A diferença de carácter entre o 2.9 e o antigo 3.0 é subtil, ainda que os filtros de partículas a gasolina, agora obrigatórios, tenham suavizado um pouco o som de escape — continua a ser satisfatório dentro do habitáculo, se bem que menos dramático do que antes. O motor está praticamente inerte abaixo das 2.500 rpm, mas há pouca razão para se demorar aí: a resposta do acelerador é excelente para uma unidade turbo, e a entrega de potência mantém-se forte até ao corte de rotação.
Apesar da idade da plataforma MLB que lhe serve de base, o Macan continua a ser a referência em termos de envolvimento de condução na categoria dos SUV compactos. Continua a ser o único crossover capaz de fazer esquecer temporariamente a sua natureza de compromisso numa estrada sinuosa. Mesmo sem suspensão pneumática no veículo de teste, o conforto de marcha é razoável — trata-se de um desportivo com um tejadilho mais elevado, não de um cruzador de luxo, e não pede desculpa por isso.
O interior divide opiniões: os mais tradicionais veem-no como um refúgio bem-vindo no meio de um mar de ecrãs táteis hápticos; os críticos notam que começa a mostrar sinais de idade. O GTS recebe o ecrã de infotainment maior e atualizado do restyling, o que melhora significativamente a usabilidade da navegação. O acabamento em Alcântara estende-se por todo o habitáculo, ainda que a pele no volante tivesse sido uma escolha mais prática em termos de durabilidade.

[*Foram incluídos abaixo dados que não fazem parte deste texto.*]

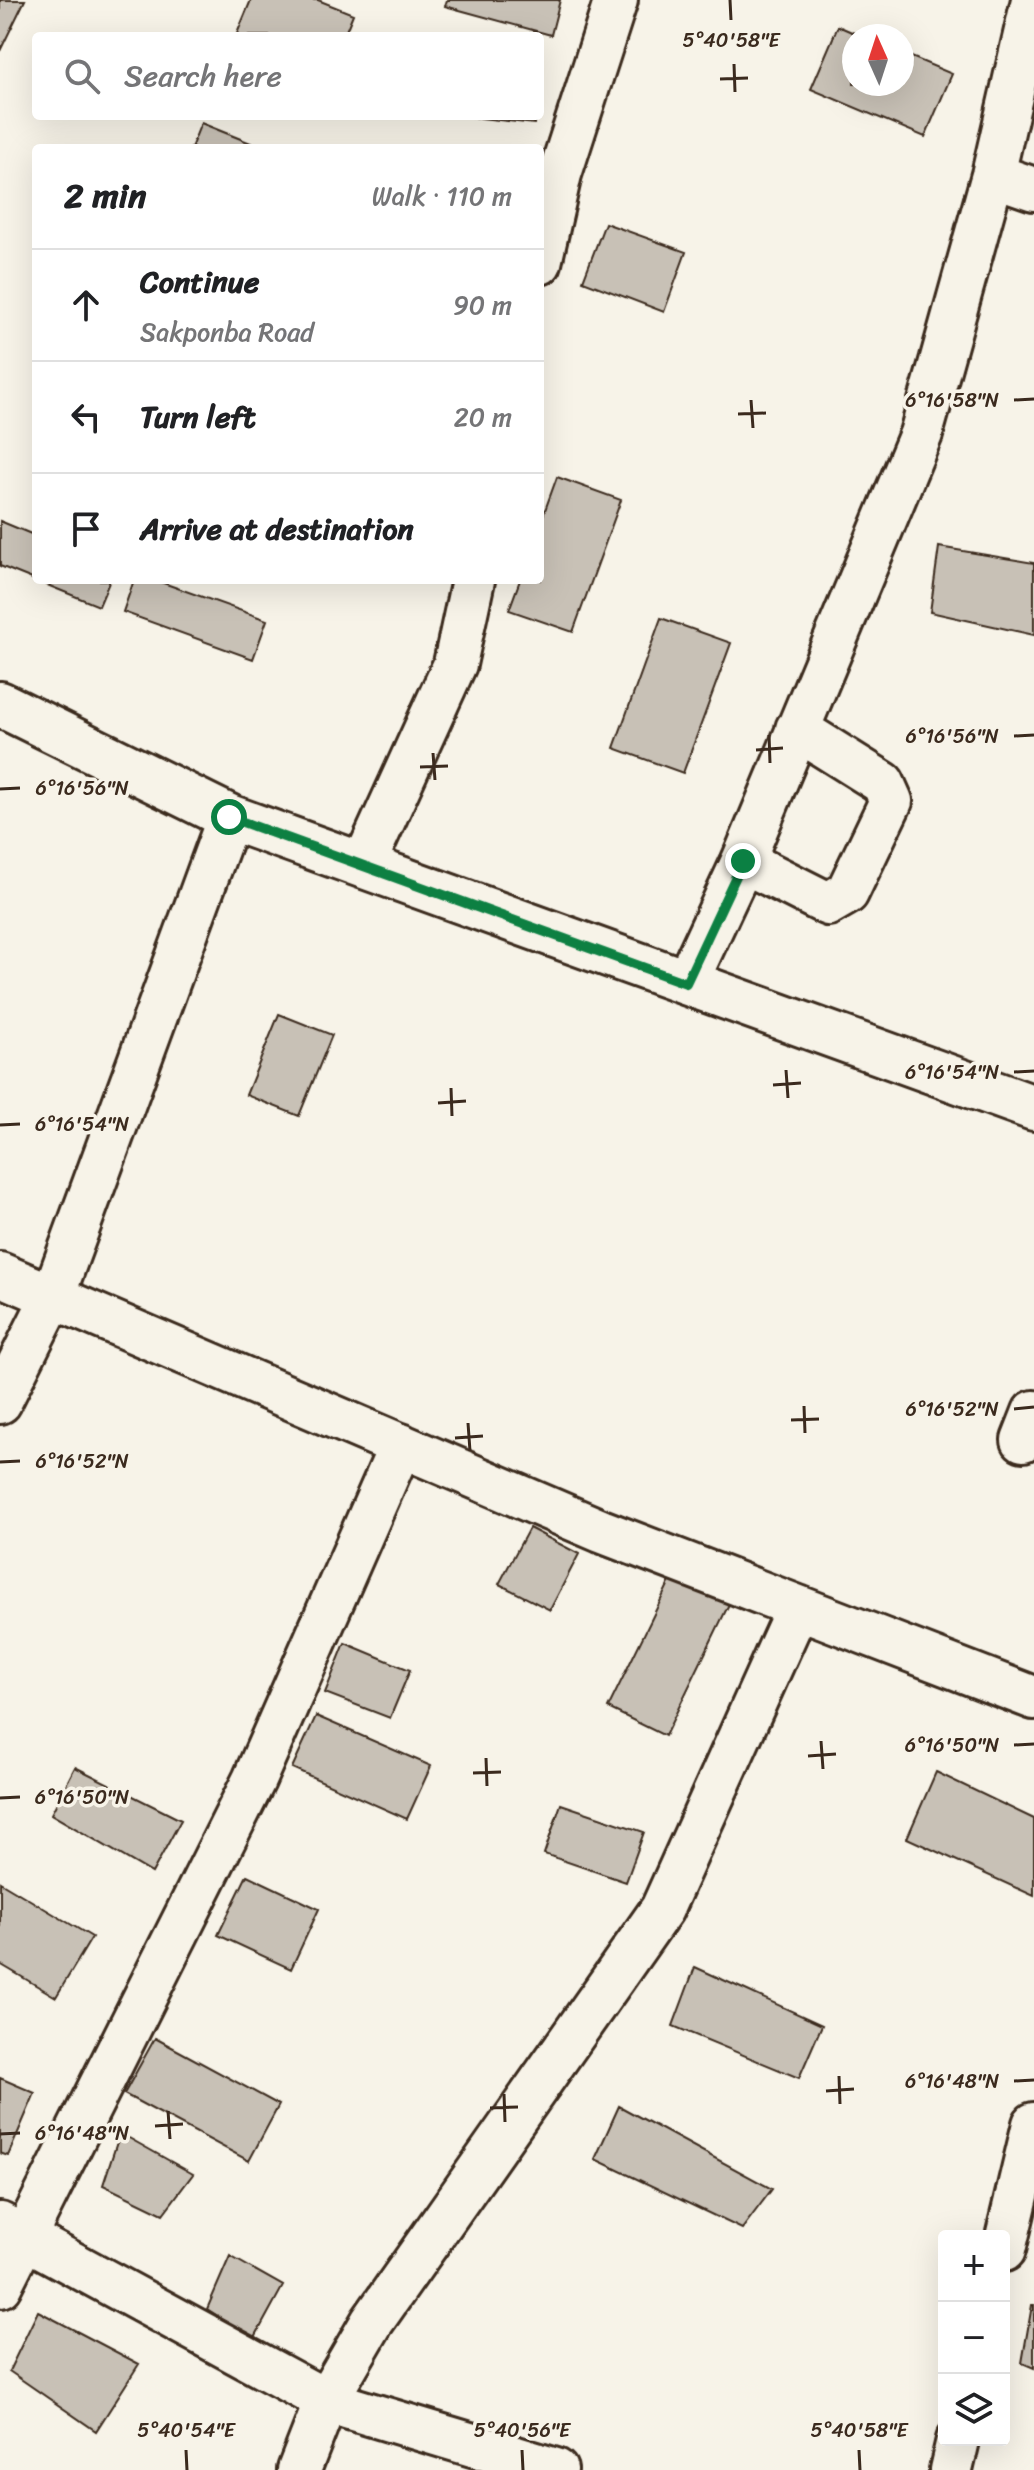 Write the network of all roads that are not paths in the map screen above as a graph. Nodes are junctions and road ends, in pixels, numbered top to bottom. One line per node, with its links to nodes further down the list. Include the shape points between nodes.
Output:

Apesar do tempo de condução limitado, o Macan GTS demonstra claramente com que eficácia a Porsche consegue renovar uma plataforma já com alguma idade, com precisão cirúrgica. Se já é proprietário de um Macan pré-restyling, é pouco provável que a atualização o tente a comprar um novo. Mas para quem está a entrar pela primeira vez na família Porsche, a versão GTS do Macan renovado apresenta um argumento cada vez mais convincente.